◆ INSTRUCTIONS TO FOLLOW
Look through the lines below and extract each one that contains "main".

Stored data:
---+---

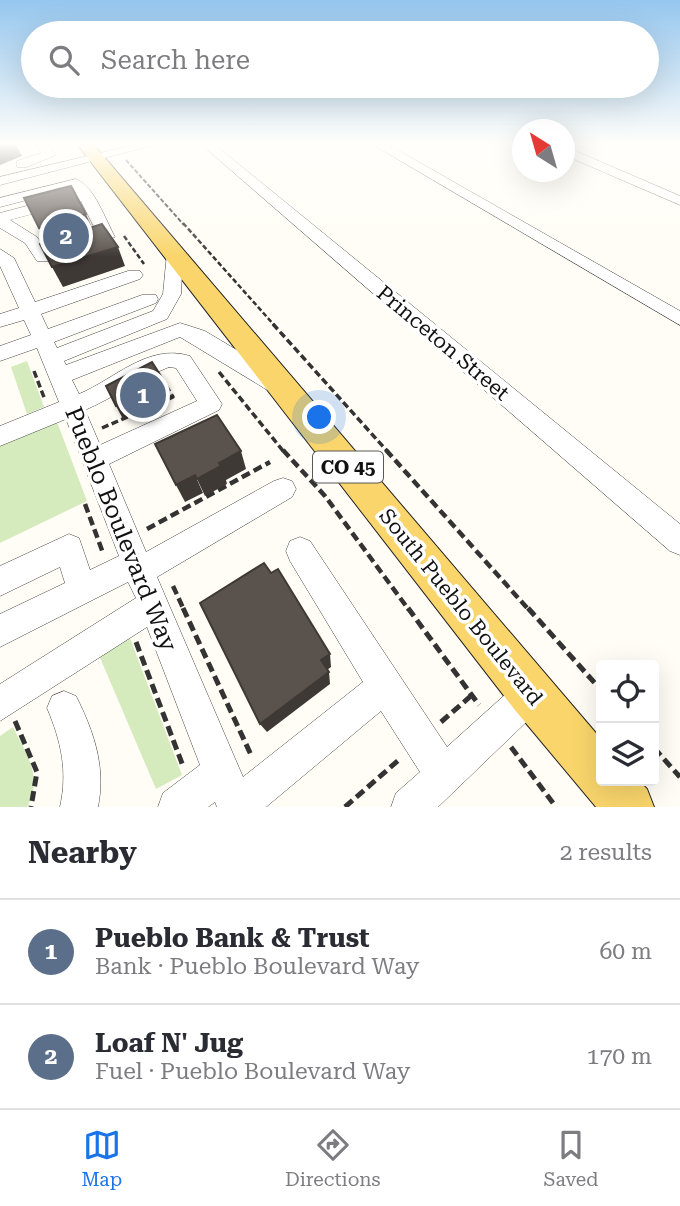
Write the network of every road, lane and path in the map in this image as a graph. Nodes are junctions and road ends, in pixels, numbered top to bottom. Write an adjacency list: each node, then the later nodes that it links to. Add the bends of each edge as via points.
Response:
1 (114, 182): 13 (main road, South Pueblo Boulevard / CO 45)
2 (128, 182): 42 (path)
3 (252, 182): 34 (street, Princeton Street)
4 (443, 182): 17 (street)
5 (636, 182): 7 (street)
6 (85, 195): 8 (lane, via 76,183); 9 (lane); 10 (street)
7 (680, 201)
8 (0, 203)
9 (0, 220): 11 (street, via 31,240)
10 (112, 232): 11 (street); 13 (path)
11 (41, 254): 12 (street)
12 (3, 259): 15 (street, Pueblo Boulevard Way)
13 (152, 265): 14 (lane); 21 (street, via 174,290 160,315); 24 (main road, South Pueblo Boulevard / CO 45)
14 (70, 297): 15 (lane); 19 (street)
15 (17, 298): 18 (street); 21 (street, Pueblo Boulevard Way)
16 (149, 299): 19 (lane)
17 (680, 319)
18 (0, 321)
19 (84, 323): 21 (lane)
20 (0, 354): 21 (lane)
21 (51, 357): 24 (street, via 180,330 198,336); 25 (street, Pueblo Boulevard Way)
22 (213, 365): 44 (path, via 325,496)
23 (163, 380): 26 (path, via 173,397)
24 (285, 389): 43 (main road, South Pueblo Boulevard / CO 45)
25 (80, 403): 26 (path); 27 (street); 28 (street, Pueblo Boulevard Way); 28 (street, via 111,390 126,376 175,358 183,361 211,404)
26 (102, 428): 28 (path)
27 (0, 436)
28 (102, 455): 36 (street, Pueblo Boulevard Way)
29 (270, 463): 33 (path)
30 (283, 489): 36 (street)
31 (85, 504): 36 (path)
32 (142, 518): 33 (path)
33 (147, 529): 36 (path)
34 (680, 542)
35 (300, 551): 41 (street)
36 (136, 568): 38 (street); 39 (street, Pueblo Boulevard Way); 53 (path)
37 (0, 581): 38 (street, via 69,548)
38 (82, 591): 40 (street)
39 (140, 614): 45 (street); 55 (street, Pueblo Boulevard Way); 55 (path)
40 (0, 631)
41 (385, 685): 48 (lane); 53 (lane)
42 (596, 685)
43 (531, 694): 47 (street); 50 (main road, South Pueblo Boulevard / CO 45)
44 (472, 695): 47 (path); 48 (path)
45 (5, 701): 56 (path, via 37,765)
46 (64, 708): 57 (street, via 81,756)
47 (495, 727): 51 (street); 61 (path)
48 (421, 740): 51 (lane); 59 (path)
49 (659, 754): 52 (path)
50 (596, 769)
51 (444, 776): 60 (street)
52 (680, 777)
53 (265, 784): 58 (lane)
54 (610, 786): 62 (main road)
55 (198, 791): 58 (street, Pueblo Boulevard Way)
56 (31, 807)
57 (79, 807)
58 (236, 807)
59 (345, 807)
60 (410, 807)
61 (556, 807)
62 (629, 807)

---+---

◆ SOLUTION TO THIS EXERCISE
1 (114, 182): 13 (main road, South Pueblo Boulevard / CO 45)
13 (152, 265): 14 (lane); 21 (street, via 174,290 160,315); 24 (main road, South Pueblo Boulevard / CO 45)
24 (285, 389): 43 (main road, South Pueblo Boulevard / CO 45)
43 (531, 694): 47 (street); 50 (main road, South Pueblo Boulevard / CO 45)
54 (610, 786): 62 (main road)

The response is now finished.